I’m open to suggestion. Feel free to share your struggles and triumphs in comments or email me. If you are rude or mean, I will block you. I don’t need to hear shit from anyone and you are not God’s gift to the obese so shut the fuck up bully! Clear enough? Good.

This morning I started the day by realizing my silver Trek bike had been stolen from my enclosed front porch sometime within the last six months.  I only rode it once last year sometime in late summer. It was a frightening experience since the previous year I had fallen off it and torn the meniscus in my right knee, which caused a lot of pain and required surgery. Getting back on the bike a year later was terrifying, so no wonder I didn’t miss it until this morning now that the weather is getting warmer. I called the police and reported it stolen, gave them the serial number and then took a drive to the local pawn shops and consignment bike shops here in town. None of them had taken in a Trek bike.

Looking online for a new bike, I sought one that could hold at least 450 pounds. My choices were very few and expensive. Looks like I’ll have to use walking as my choice exercise in order to lose weight.

Earlier this month, I started back to Medical Weight Loss Clinic and had lost in one week 16 pounds on their diet plan. I thought it was too good to be true because by Wednesday of this week I had regained 5 of it, by Friday, I had gained another 4 and today, Saturday, I gained all but 5 pounds back.

Frustrated and angry at my failure, I ate and ate. I’ve been eating for the past two days (and I wonder why I cannot lose or keep the weight off that I lose). Yesterday, I bought four 8 ounce (or more) chocolate peanut butter cups at the dollar store only they weren’t filled with peanut butter but with a creamy, frosting-like substance. Yummy!

Today, still frustrated, I took a cake mix, added water, and put it in a bowl in the microwave. I ate most of it.

I am in therapy for food addiction, which doesn’t seem to be doing much for me other than giving me someone to talk to about why I choose to continue to hurt myself with food. As I told my therapist I don’t think I have a bottom, meaning alcoholics can hit bottom for some it is when they sober up in a hospital room wearing an adult brief laying in their own piss and shit, yeah if you are an alcoholic and are being detoxed in the hospital or don’t keep yourself drunk enough, you will piss and shit yourself until you get that next drink. What a lovely picture that makes. It doesn’t matter if you are a clean cut CEO or a street rat…detoxing a drunk is the same for everyone.

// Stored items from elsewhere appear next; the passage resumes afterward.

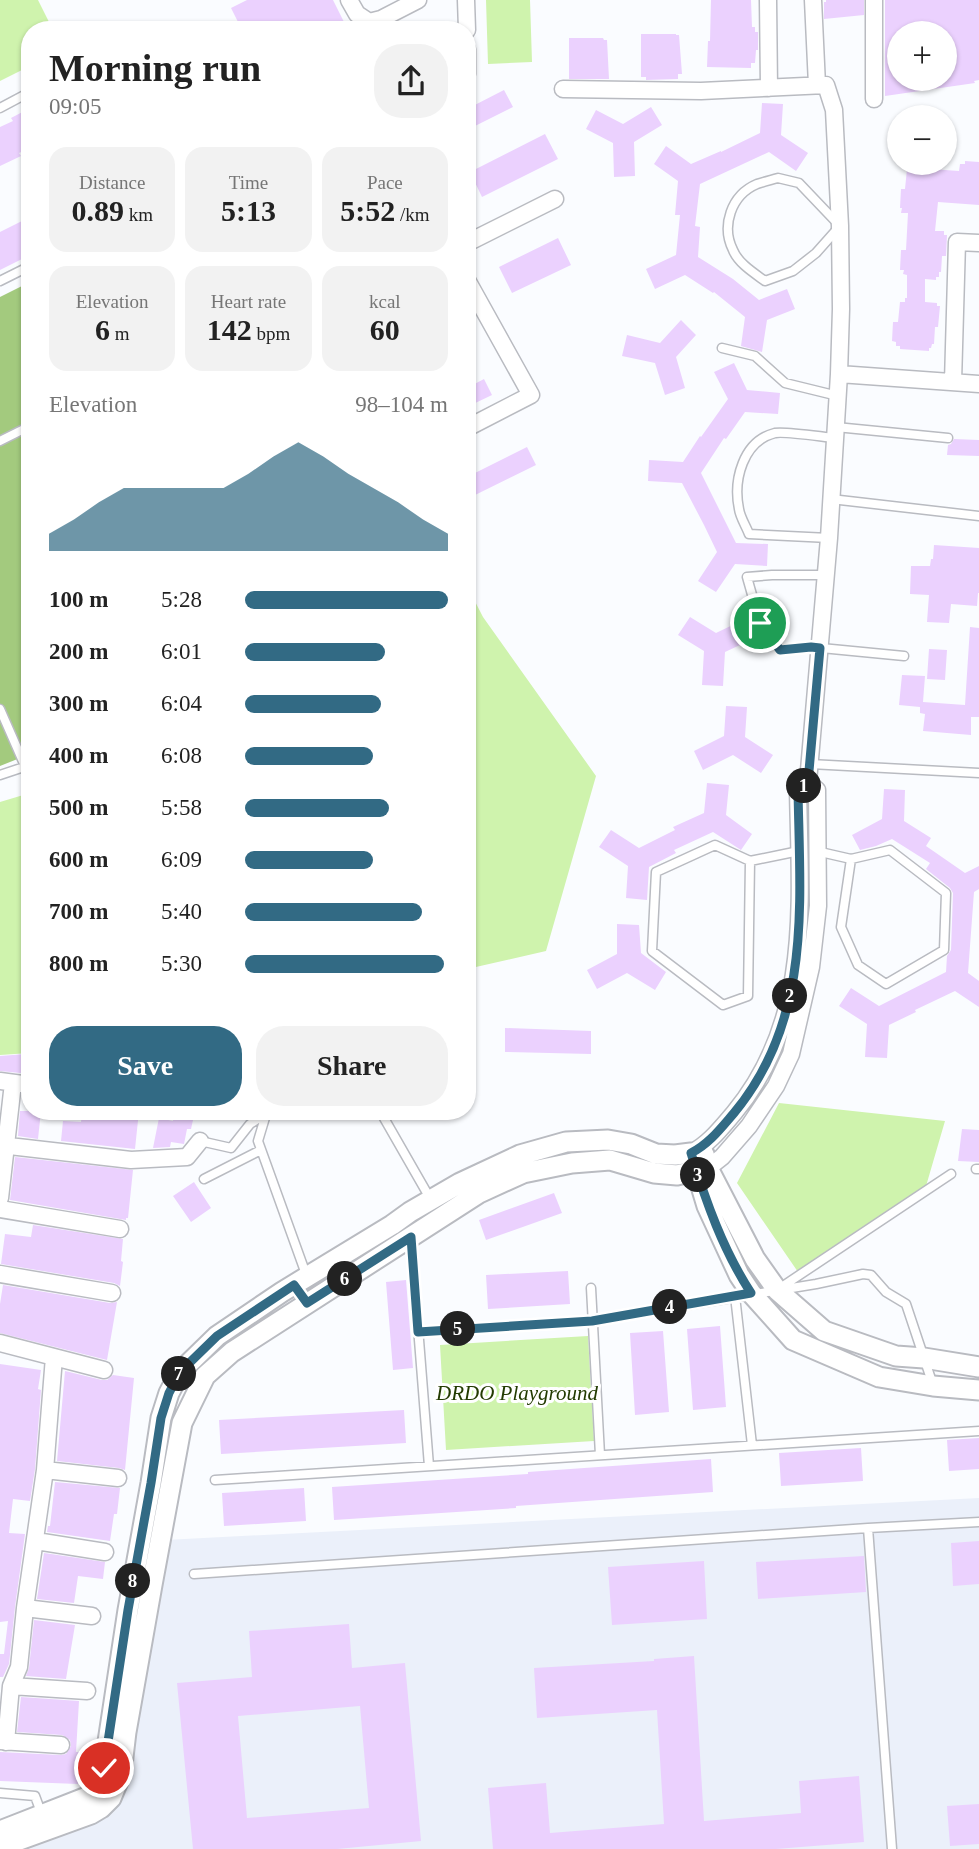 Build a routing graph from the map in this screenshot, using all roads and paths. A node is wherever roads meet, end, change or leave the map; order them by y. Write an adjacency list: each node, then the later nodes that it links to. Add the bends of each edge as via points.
1 (349, 0): 7 (street)
2 (418, 0): 8 (street)
3 (466, 0): 9 (street)
4 (768, 0): 11 (street)
5 (813, 0): 10 (street)
6 (874, 0): 14 (street)
7 (368, 21)
8 (373, 21)
9 (467, 21)
10 (817, 85): 11 (street); 17 (street, via 826,85 834,110)
11 (769, 88): 12 (street, via 701,92)
12 (562, 89)
13 (21, 97): 15 (lane)
14 (874, 99)
15 (0, 108)
16 (555, 199): 18 (street)
17 (839, 226): 17 (lane, via 799,183 778,178 755,185 739,197 730,213 728,233 733,252 765,281 793,271); 24 (street)
18 (476, 238)
19 (979, 243): 25 (street, via 957,242)
20 (21, 270): 21 (lane)
21 (0, 281)
22 (476, 296): 28 (street, via 531,395)
23 (722, 348): 27 (lane, via 755,356 785,383)
24 (839, 374): 25 (street); 27 (street)
25 (953, 382): 26 (street)
26 (979, 384)
27 (838, 396): 30 (street)
28 (476, 423)
29 (21, 430): 32 (lane)
30 (835, 433): 31 (lane); 33 (street); 35 (lane, via 776,433 754,444 736,486 739,511 749,534)
31 (948, 438)
32 (0, 441)
33 (831, 499): 34 (lane); 35 (street)
34 (979, 516)
35 (829, 538): 36 (street)
36 (826, 575): 37 (street); 37 (lane, via 747,577 760,623 780,650)
37 (820, 648): 38 (lane); 41 (street)
38 (904, 656)
39 (0, 709): 40 (lane)
40 (21, 753)
41 (810, 764): 43 (lane); 45 (street)
42 (21, 767): 44 (lane)
43 (979, 773)
44 (0, 775)
45 (808, 782): 46 (street, via 817,790); 47 (street, via 798,790)
46 (816, 850): 47 (street); 48 (lane); 57 (street, via 818,906 811,967 791,1054 749,1126 722,1157)
47 (799, 851): 49 (lane); 57 (street, via 798,947 778,1041 759,1080)
48 (851, 859): 48 (lane, via 841,927 858,965 886,985 944,950 946,893 890,850)
49 (750, 861): 49 (lane, via 748,996 723,1005 652,951 656,872 715,845)
50 (14, 1083): 55 (street)
51 (256, 1120): 54 (lane, via 231,1148)
52 (265, 1120): 56 (lane, via 258,1141)
53 (385, 1120): 61 (lane)
54 (200, 1141): 55 (street, via 187,1157 131,1160)
55 (3, 1145): 60 (street)
56 (261, 1150): 59 (lane); 67 (lane)
57 (699, 1160): 61 (street, via 608,1140 566,1142 520,1156); 65 (street, via 677,1175 610,1160 523,1173 479,1193); 69 (street); 71 (street, via 707,1206 739,1275)
58 (951, 1174): 69 (lane)
59 (204, 1179)
60 (0, 1198)
61 (431, 1200): 63 (street)
62 (0, 1209): 64 (street)
63 (410, 1212): 65 (lane); 67 (street)
64 (120, 1229)
65 (411, 1237): 72 (street); 75 (lane)
66 (0, 1273): 70 (street)
67 (301, 1281): 72 (lane); 73 (street)
68 (590, 1289): 74 (lane)
69 (777, 1290): 71 (lane); 79 (street, via 824,1331 896,1356); 79 (lane, via 871,1275 905,1304)
70 (111, 1293)
71 (743, 1295): 74 (lane); 82 (street, via 793,1340 879,1377); 85 (lane)
72 (307, 1303): 76 (street)
73 (246, 1317): 76 (lane); 103 (street, via 217,1336 180,1372 169,1393 161,1418 100,1783 92,1795)
74 (592, 1321): 75 (lane); 86 (lane)
75 (418, 1332): 87 (lane)
76 (257, 1335): 103 (street, via 205,1376 182,1423 116,1788 91,1814)
77 (0, 1343): 78 (street)
78 (54, 1357): 81 (street); 88 (street)
79 (924, 1358): 80 (street); 82 (lane)
80 (979, 1367)
81 (104, 1370)
82 (933, 1386): 83 (street)
83 (979, 1390)
84 (979, 1431): 85 (lane)
85 (752, 1445): 86 (lane)
86 (600, 1455): 87 (lane)
87 (429, 1466): 90 (lane)
88 (45, 1470): 89 (street); 93 (street)
89 (118, 1478)
90 (215, 1480)
91 (979, 1522): 92 (lane)
92 (867, 1528): 95 (lane); 106 (lane)
93 (36, 1541): 94 (street); 96 (street)
94 (105, 1552)
95 (194, 1574)
96 (25, 1608): 97 (street); 98 (street, via 19,1667)
97 (92, 1616)
98 (12, 1686): 99 (street); 100 (street)
99 (88, 1691)
100 (3, 1742): 101 (street)
101 (61, 1745)
102 (0, 1793): 103 (lane, via 35,1796)
103 (45, 1822): 104 (street); 105 (street)
104 (0, 1831)
105 (0, 1847)
106 (892, 1849)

Being 430 pounds hurts emotionally, but physically too. Climbing the stairs is painful. I have to hold to the rail and take the stairs one by one. At the store, I use a basket to walk the store. I wear out pretty easily and have to find a place to sit, usually this is in the furniture section or on a bench, etc.

One of the things I am very thankful for is that I do not have any co-dependent people in my life. If I did, I would probably be 500-700 pounds by now. Why? It’s because when you have people in your life that enable you to eat poorly, that do your shopping for you and buy unhealthy things, that go to fast food restaurants and bring home bags of .99 cent hamburgers, they are enabling your unhealthy lifestyle by their actions. Maybe your family likes you obese. Are you easier to control this way? More predictable? No man would dare look at you so your jealous boyfriend, girlfriend, husband, wife won’t have to worry about losing you to someone else? What is the reason fr their enabling?

For me, I did this to myself as a means of punishing me for bad choices, for choosing to live alone and not marry, for choosing to fail at so many things I’ve tried. Failing is a lot easier than succeeding. It takes a lot less energy. I’ve spent so much energy failing that I don’t have any energy left to succeed. So many excuses.

Oh yeah, this is not going to be a nice blog filled with comfort and joy. No, it’s going to contain my frustration and anger over my choosing to fail. Let’s hope that somewhere in my journey I learn to love myself where I am and choose to change and get a hold of this eating disorder before it kills me.